The nation’s lead anti-graft agency, EFCC, told PREMIUM TIMES on Wednesday that it will investigate the financial infractions perpetuated by some officials of the former ministry of power, works and housing in the last third of 2019.
EFCC’s spokesperson, Wilson Uwujaren, said this in response to this newspaper’s exposé on how, within four months, about ₦4.6 billion was paid into the personal accounts of 21 employees of the former ministry.
About two-thirds of the illegal payments were paid to both Ogueri Ugochukwu Pascal, who got ₦1.6 billion, and Olasehinde Micah, who was paid ₦1.4 billion, both within four months.
Now split into the ministry of power and the ministry of works and housing, both ministries have failed to claim responsibility for paying the two officials.
Power ministry said a large slice of the payments they made were for duty tour allowances, but an anti-corruption advocate, Olanrewaju Suraj, faulted the claim.
“This is an attempt by the ministry to distract (the public),” Mr Suraj told PREMIUM TIMES. “You cannot make an anticipatory payment as huge as that with little details,” he said, adding that “the discovery should be told to the law enforcement agencies.”
Nigerians have also aired their voices on social media, calling on EFCC and its sister anti-graft agencies to launch a probe.
EFCC makes move
EFCC has promised to investigate the allegations in the report.

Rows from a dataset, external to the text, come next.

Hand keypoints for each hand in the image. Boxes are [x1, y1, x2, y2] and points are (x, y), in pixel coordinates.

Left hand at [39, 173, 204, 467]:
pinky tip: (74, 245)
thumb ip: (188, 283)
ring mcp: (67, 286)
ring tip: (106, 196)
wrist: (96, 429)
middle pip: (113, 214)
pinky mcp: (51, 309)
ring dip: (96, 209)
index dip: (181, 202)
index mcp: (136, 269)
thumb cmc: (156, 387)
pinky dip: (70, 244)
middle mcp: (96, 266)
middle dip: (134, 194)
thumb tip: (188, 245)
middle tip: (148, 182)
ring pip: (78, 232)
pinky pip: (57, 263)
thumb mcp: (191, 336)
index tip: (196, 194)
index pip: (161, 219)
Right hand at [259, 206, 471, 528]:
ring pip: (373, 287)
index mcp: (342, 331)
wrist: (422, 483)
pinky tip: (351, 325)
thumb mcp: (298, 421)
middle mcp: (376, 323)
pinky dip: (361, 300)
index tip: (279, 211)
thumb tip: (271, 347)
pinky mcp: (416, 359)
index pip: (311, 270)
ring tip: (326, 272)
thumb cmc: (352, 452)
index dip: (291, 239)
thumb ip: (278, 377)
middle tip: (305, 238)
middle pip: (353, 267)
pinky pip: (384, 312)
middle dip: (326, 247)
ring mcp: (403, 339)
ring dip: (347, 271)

“As the lead investigative agency for financial crimes in Nigeria, the EFCC does not ignore any information that suggest(s) impropriety in any guise,” Mr Uwujaren said in a mailed response to this reporter.
He added that though the “commission is not aware of the details of the payments indicated in the report, it will take a closer look at it.”
He, however, declined to give a timeline within which the outcome of the probe should be expected.
In the same vein, repeated calls and a text message sent to the spokesman of the nation’s accountant-general, Henshaw Ogubike, were not acknowledged nor answered.
The spokeswoman of the ICPC, Azuka Ogugua, promised to respond later, but had not at press time.